Work to be completed ▸ What is needed is an exact copy of the lines from the start of the records below through the line with "Extract the road", without the pictures.

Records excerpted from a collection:
....

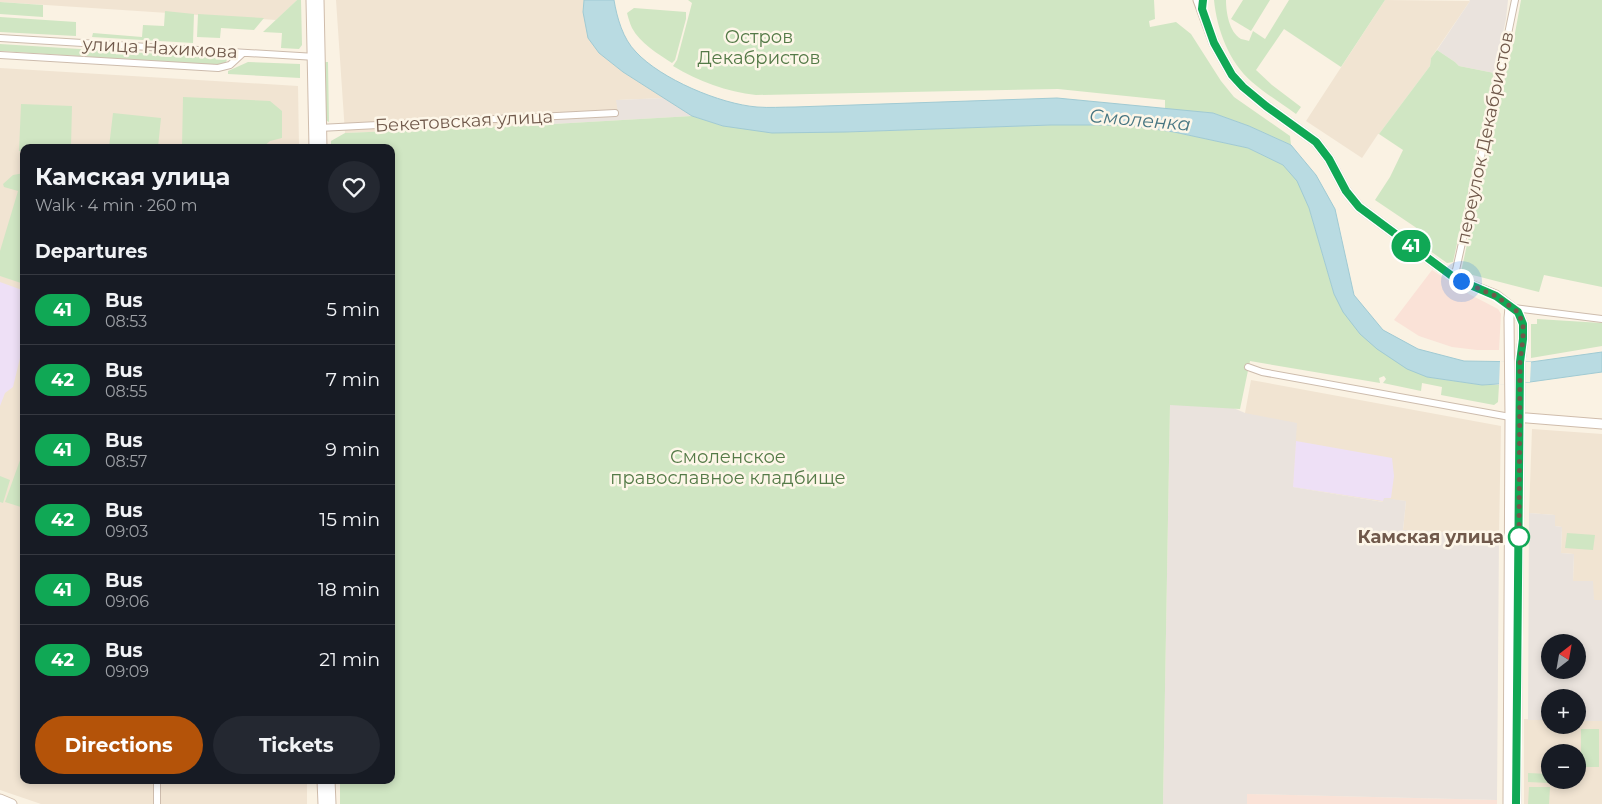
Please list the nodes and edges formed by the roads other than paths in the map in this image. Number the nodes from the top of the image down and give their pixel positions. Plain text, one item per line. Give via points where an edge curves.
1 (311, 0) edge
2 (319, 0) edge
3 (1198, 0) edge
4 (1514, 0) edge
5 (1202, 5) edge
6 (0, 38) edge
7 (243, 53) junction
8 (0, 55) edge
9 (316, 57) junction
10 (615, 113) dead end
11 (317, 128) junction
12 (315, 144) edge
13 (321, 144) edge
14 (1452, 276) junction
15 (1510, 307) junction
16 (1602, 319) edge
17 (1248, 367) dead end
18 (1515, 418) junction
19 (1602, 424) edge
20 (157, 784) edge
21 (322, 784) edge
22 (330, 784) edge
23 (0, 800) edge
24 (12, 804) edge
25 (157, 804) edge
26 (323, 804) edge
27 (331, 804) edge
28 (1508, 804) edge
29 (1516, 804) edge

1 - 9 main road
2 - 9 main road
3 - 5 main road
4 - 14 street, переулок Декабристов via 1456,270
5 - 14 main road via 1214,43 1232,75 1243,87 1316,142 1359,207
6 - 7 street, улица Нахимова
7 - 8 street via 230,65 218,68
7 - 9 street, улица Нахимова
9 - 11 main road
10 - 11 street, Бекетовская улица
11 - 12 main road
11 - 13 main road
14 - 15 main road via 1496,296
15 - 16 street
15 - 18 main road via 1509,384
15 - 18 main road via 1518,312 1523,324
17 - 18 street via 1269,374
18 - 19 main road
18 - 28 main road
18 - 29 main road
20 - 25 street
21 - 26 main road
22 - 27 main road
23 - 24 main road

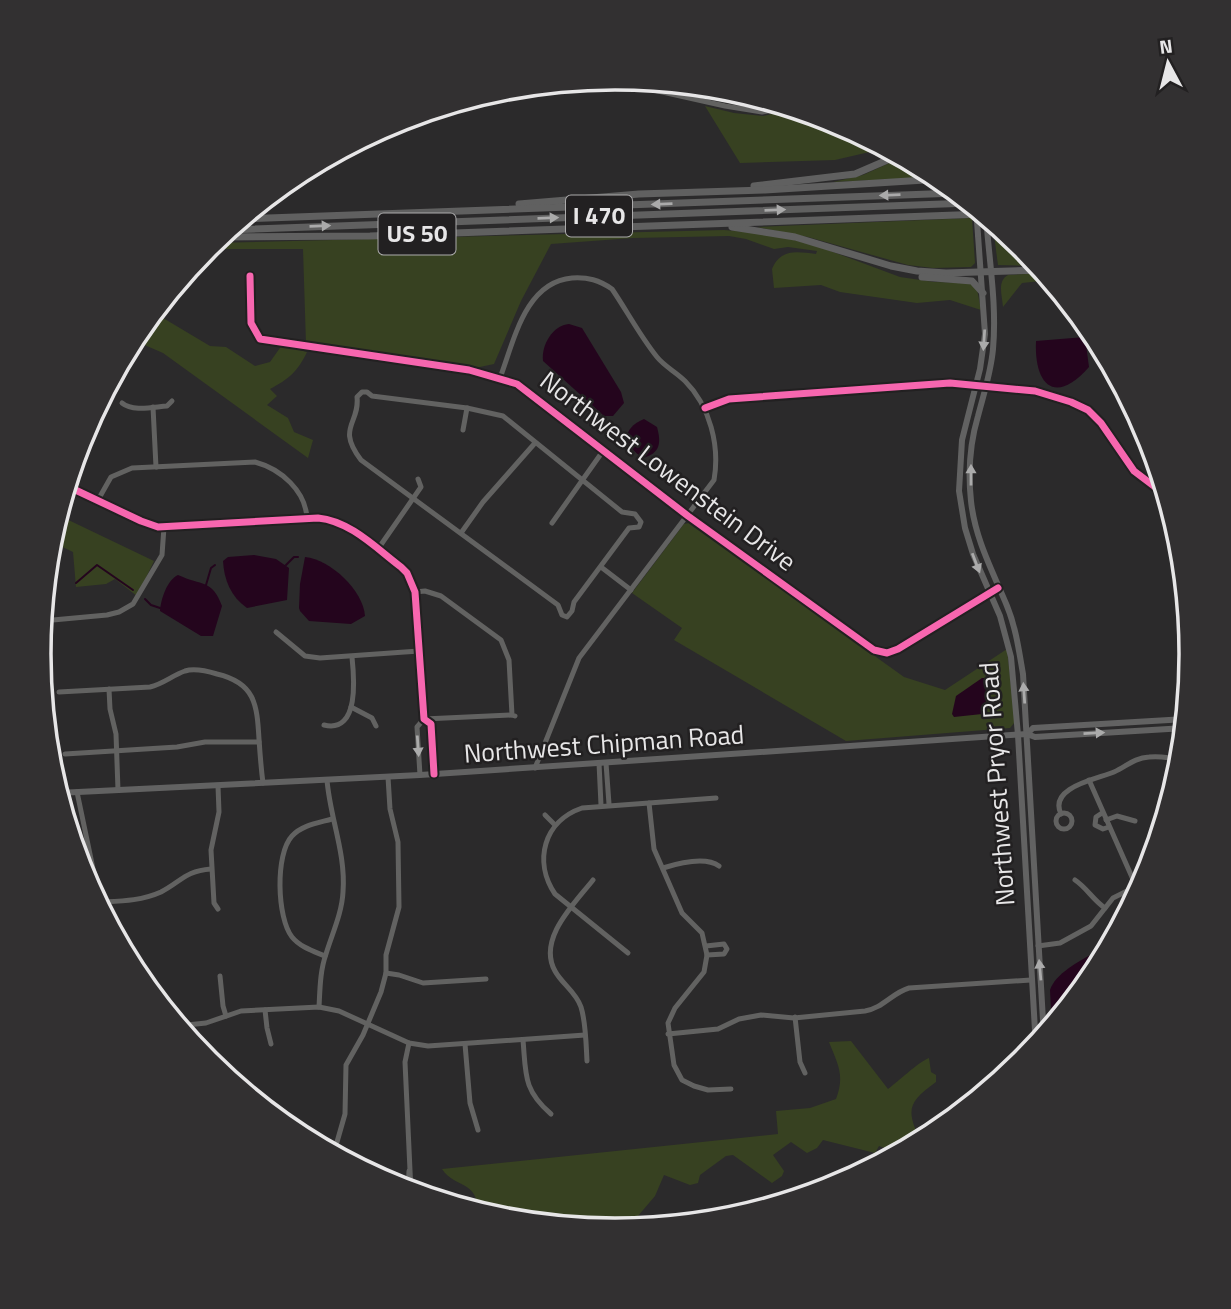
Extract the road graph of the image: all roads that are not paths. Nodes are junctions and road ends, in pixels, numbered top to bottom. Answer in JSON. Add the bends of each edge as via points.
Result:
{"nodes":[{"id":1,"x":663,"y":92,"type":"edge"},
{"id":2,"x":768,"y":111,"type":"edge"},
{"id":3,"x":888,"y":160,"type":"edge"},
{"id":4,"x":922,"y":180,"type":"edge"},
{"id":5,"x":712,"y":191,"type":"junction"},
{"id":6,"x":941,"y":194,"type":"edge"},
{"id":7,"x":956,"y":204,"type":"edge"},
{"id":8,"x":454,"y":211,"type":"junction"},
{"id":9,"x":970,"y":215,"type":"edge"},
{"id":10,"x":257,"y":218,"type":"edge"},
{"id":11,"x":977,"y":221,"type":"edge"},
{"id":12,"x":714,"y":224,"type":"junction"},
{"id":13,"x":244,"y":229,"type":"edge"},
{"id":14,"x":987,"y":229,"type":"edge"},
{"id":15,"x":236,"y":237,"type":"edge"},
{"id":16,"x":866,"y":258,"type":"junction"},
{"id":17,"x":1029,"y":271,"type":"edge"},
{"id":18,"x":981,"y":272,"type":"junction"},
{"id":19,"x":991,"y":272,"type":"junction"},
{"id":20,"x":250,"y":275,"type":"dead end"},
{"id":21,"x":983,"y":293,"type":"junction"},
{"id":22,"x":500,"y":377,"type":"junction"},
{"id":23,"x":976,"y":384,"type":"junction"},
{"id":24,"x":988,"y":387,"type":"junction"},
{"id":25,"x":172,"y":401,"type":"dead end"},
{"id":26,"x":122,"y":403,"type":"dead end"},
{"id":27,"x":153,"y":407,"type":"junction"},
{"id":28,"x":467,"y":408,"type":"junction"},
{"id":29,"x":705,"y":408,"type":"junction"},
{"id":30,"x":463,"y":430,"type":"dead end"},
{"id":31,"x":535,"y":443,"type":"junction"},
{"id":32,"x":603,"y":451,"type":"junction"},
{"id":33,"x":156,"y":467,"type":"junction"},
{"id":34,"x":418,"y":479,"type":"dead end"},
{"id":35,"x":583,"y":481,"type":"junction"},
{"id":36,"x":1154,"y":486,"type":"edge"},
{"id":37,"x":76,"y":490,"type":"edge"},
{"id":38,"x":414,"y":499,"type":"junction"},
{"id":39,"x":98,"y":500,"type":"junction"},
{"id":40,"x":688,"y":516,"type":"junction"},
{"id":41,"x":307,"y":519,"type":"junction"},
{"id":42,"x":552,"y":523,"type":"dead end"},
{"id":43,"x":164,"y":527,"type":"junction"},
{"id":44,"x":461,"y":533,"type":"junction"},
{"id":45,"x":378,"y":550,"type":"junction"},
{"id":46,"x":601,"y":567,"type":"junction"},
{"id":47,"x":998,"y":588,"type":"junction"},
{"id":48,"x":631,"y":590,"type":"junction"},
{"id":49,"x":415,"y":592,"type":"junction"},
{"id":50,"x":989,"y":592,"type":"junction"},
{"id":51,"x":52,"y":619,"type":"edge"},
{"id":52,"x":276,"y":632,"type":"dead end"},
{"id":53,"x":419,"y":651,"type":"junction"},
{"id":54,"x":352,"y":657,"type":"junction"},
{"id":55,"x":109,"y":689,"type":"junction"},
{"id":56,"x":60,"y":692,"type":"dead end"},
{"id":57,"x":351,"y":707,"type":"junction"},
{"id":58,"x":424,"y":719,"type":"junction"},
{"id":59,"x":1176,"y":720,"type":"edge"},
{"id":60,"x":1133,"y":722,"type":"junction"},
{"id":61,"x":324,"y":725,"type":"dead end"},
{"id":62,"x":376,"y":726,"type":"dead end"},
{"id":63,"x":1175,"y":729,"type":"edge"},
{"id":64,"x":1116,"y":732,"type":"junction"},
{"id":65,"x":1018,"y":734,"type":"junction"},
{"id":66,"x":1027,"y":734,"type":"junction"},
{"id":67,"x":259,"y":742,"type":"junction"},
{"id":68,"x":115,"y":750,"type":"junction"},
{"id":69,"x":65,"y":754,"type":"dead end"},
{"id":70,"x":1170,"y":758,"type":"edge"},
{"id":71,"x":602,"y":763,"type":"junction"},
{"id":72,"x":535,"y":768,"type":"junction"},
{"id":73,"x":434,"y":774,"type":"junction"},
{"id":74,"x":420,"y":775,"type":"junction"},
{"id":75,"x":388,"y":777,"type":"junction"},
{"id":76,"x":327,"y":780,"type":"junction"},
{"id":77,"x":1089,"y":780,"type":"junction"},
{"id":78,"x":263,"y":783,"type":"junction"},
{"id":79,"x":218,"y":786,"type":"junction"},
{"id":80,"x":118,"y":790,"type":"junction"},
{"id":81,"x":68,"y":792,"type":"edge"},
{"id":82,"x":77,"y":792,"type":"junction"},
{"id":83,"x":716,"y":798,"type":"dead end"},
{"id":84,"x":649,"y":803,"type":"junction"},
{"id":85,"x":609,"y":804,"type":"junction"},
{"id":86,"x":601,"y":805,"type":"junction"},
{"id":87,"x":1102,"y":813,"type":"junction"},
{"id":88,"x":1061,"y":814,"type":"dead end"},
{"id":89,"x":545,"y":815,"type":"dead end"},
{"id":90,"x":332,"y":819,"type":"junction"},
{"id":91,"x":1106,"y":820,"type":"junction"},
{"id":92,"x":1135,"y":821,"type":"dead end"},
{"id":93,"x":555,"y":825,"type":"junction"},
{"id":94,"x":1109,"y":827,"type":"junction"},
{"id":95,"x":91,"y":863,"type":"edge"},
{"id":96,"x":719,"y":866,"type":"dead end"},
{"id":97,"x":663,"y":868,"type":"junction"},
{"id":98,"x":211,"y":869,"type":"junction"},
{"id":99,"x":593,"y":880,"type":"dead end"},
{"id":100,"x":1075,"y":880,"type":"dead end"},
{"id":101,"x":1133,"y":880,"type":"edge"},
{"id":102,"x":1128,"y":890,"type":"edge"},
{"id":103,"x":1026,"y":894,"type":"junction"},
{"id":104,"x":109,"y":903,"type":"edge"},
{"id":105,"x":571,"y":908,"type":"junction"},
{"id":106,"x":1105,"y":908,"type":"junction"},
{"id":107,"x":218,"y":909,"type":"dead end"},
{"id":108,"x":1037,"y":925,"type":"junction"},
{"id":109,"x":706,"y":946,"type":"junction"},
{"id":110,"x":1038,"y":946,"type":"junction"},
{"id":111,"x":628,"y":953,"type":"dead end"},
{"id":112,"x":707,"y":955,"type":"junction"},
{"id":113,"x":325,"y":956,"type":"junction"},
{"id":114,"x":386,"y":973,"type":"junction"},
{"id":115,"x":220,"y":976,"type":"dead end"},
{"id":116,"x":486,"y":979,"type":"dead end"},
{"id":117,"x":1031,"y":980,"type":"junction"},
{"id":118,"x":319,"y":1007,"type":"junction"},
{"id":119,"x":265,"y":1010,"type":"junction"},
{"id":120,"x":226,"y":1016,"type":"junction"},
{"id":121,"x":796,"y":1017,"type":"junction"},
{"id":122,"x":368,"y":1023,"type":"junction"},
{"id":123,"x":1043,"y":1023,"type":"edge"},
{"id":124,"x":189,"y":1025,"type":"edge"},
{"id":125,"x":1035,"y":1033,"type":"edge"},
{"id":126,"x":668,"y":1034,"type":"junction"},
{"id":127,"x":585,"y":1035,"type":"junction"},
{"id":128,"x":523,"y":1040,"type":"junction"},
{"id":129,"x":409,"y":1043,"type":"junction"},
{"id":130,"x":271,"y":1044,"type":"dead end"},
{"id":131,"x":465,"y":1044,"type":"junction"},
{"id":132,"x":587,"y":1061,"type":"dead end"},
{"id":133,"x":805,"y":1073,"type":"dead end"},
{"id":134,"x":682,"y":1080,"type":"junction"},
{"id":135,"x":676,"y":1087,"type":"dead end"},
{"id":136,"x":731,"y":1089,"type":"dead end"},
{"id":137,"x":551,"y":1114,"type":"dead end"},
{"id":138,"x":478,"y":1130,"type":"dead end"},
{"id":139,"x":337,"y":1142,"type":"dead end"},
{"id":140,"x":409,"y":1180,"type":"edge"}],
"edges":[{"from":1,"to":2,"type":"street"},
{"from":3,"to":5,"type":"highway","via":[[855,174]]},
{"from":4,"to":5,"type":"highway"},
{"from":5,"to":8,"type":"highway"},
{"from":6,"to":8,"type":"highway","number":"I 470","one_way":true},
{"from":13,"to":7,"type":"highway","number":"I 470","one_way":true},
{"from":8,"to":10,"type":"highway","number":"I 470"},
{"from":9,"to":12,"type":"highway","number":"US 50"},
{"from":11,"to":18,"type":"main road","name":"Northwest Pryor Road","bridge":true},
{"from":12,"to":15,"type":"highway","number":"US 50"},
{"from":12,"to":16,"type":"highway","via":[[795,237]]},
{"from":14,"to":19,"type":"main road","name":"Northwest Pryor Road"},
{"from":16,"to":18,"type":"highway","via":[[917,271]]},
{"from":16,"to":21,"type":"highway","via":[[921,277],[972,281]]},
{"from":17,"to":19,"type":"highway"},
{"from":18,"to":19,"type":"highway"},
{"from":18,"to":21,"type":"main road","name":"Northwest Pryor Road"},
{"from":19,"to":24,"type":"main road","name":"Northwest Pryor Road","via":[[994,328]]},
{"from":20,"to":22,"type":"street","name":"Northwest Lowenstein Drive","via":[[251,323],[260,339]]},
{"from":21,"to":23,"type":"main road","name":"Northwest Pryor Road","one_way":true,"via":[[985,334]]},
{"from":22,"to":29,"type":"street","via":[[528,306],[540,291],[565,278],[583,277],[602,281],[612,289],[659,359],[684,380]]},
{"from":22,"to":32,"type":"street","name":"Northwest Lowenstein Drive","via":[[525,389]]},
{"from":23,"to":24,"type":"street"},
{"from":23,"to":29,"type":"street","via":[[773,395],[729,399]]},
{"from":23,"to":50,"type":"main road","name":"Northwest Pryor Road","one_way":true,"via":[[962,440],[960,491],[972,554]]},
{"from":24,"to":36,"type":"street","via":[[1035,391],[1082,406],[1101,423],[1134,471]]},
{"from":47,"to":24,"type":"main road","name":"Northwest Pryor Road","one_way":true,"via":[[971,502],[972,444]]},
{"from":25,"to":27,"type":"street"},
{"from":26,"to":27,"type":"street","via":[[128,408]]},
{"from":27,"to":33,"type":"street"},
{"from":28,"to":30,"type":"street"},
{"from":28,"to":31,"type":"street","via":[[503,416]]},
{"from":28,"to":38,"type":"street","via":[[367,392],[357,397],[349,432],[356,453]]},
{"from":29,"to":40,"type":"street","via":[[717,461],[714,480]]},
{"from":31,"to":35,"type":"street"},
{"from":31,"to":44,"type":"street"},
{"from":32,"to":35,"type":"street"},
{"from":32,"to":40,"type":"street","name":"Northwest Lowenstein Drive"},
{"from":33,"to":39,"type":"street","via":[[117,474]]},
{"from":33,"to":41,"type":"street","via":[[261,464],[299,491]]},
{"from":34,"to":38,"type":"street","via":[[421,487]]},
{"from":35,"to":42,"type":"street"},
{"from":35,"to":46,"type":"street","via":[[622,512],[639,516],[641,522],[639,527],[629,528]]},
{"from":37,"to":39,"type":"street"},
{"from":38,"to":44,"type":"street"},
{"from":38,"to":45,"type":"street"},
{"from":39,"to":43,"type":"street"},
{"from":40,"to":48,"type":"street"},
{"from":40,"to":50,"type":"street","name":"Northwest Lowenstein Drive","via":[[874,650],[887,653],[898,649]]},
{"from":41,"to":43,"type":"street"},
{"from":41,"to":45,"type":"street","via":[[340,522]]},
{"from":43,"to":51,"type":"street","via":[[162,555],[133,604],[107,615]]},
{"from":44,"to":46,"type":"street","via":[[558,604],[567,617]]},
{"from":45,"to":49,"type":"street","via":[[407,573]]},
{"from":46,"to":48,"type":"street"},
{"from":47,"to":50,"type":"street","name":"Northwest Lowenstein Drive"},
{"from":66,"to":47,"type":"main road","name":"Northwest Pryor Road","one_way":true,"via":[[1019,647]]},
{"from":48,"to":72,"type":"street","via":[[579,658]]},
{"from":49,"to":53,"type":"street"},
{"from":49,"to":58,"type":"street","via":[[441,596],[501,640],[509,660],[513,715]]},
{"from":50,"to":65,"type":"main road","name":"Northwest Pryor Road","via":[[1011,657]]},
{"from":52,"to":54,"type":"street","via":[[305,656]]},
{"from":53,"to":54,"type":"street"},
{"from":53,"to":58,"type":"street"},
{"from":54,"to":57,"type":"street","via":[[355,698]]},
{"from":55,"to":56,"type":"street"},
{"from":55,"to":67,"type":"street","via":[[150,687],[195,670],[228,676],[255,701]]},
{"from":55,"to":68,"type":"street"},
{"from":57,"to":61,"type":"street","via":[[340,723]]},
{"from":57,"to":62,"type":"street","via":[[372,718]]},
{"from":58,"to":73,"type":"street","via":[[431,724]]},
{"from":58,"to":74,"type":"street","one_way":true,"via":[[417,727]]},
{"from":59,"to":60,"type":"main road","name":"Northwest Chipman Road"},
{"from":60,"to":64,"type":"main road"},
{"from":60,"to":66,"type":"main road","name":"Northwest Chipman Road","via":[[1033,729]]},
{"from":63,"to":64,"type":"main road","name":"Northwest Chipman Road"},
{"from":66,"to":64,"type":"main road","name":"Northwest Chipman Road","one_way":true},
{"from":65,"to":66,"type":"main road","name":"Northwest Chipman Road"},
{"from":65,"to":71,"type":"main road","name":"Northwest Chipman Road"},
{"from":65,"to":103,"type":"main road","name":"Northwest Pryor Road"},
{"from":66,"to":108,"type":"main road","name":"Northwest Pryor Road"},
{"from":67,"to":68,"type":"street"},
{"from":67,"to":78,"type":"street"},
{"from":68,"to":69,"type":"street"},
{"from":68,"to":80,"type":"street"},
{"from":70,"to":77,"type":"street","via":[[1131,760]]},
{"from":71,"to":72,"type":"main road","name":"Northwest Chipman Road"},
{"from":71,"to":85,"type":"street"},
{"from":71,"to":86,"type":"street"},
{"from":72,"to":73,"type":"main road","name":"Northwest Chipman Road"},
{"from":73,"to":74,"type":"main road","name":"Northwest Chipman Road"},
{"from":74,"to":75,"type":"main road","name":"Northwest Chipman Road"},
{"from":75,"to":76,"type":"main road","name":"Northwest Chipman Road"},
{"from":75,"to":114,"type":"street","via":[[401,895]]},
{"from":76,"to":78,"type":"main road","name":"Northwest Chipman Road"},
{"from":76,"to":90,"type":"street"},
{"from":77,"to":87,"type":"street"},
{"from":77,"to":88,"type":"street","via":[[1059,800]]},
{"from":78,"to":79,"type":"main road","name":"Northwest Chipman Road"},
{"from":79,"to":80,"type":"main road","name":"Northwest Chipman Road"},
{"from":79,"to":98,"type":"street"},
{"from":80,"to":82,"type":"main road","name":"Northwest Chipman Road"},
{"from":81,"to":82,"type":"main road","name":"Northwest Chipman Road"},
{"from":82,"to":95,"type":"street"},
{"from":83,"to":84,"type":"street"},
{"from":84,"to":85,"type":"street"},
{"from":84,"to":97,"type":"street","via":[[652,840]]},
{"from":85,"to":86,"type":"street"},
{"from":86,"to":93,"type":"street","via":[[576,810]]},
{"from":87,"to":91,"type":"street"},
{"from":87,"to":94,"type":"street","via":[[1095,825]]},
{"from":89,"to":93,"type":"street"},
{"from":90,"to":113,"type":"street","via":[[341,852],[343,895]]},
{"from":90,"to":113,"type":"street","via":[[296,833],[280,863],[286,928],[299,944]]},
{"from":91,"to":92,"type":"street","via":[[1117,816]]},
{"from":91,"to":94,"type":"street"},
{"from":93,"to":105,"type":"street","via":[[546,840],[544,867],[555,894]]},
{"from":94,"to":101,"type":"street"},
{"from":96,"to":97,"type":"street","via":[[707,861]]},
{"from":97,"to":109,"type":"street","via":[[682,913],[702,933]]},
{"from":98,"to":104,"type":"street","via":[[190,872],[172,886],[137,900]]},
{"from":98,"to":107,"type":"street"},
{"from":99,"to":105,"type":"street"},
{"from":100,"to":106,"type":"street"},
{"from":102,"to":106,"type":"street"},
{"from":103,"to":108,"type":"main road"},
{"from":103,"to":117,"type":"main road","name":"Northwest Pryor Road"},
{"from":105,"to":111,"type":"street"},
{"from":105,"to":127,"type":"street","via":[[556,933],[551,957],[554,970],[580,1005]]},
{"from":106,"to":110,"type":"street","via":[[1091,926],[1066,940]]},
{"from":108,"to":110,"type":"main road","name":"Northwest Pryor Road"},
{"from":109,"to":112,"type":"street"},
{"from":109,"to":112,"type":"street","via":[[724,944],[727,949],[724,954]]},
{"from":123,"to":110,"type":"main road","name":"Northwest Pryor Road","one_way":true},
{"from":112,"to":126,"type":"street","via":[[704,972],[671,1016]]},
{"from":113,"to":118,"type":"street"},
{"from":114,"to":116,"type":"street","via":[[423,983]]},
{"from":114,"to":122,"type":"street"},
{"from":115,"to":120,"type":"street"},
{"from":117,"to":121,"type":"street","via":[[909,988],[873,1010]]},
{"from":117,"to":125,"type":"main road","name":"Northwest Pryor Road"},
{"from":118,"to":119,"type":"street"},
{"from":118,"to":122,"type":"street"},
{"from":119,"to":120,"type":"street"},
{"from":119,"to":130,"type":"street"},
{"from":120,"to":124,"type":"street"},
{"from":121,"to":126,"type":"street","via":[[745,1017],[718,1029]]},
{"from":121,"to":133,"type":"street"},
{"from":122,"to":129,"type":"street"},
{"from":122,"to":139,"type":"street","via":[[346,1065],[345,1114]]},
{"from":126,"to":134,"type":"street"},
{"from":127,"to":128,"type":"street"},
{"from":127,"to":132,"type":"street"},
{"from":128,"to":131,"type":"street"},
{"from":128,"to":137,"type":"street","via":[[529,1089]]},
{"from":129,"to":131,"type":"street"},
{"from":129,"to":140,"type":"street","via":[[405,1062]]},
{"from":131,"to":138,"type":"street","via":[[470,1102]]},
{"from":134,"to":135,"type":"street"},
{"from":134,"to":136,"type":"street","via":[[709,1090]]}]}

....

Response to the task ▸
Please list the nodes and edges formed by the roads other than paths in the map in this image. Number the nodes from the top of the image down and give their pixel positions. Plain text, one item per line. Give via points where an edge curves.
1 (311, 0) edge
2 (319, 0) edge
3 (1198, 0) edge
4 (1514, 0) edge
5 (1202, 5) edge
6 (0, 38) edge
7 (243, 53) junction
8 (0, 55) edge
9 (316, 57) junction
10 (615, 113) dead end
11 (317, 128) junction
12 (315, 144) edge
13 (321, 144) edge
14 (1452, 276) junction
15 (1510, 307) junction
16 (1602, 319) edge
17 (1248, 367) dead end
18 (1515, 418) junction
19 (1602, 424) edge
20 (157, 784) edge
21 (322, 784) edge
22 (330, 784) edge
23 (0, 800) edge
24 (12, 804) edge
25 (157, 804) edge
26 (323, 804) edge
27 (331, 804) edge
28 (1508, 804) edge
29 (1516, 804) edge

1 - 9 main road
2 - 9 main road
3 - 5 main road
4 - 14 street, переулок Декабристов via 1456,270
5 - 14 main road via 1214,43 1232,75 1243,87 1316,142 1359,207
6 - 7 street, улица Нахимова
7 - 8 street via 230,65 218,68
7 - 9 street, улица Нахимова
9 - 11 main road
10 - 11 street, Бекетовская улица
11 - 12 main road
11 - 13 main road
14 - 15 main road via 1496,296
15 - 16 street
15 - 18 main road via 1509,384
15 - 18 main road via 1518,312 1523,324
17 - 18 street via 1269,374
18 - 19 main road
18 - 28 main road
18 - 29 main road
20 - 25 street
21 - 26 main road
22 - 27 main road
23 - 24 main road

Extract the road graph of the image: all roads that are not paths. Nodes are junctions and road ends, in pixels, numbered top to bottom. Answer in JSON. Add the bends of each edge as via points.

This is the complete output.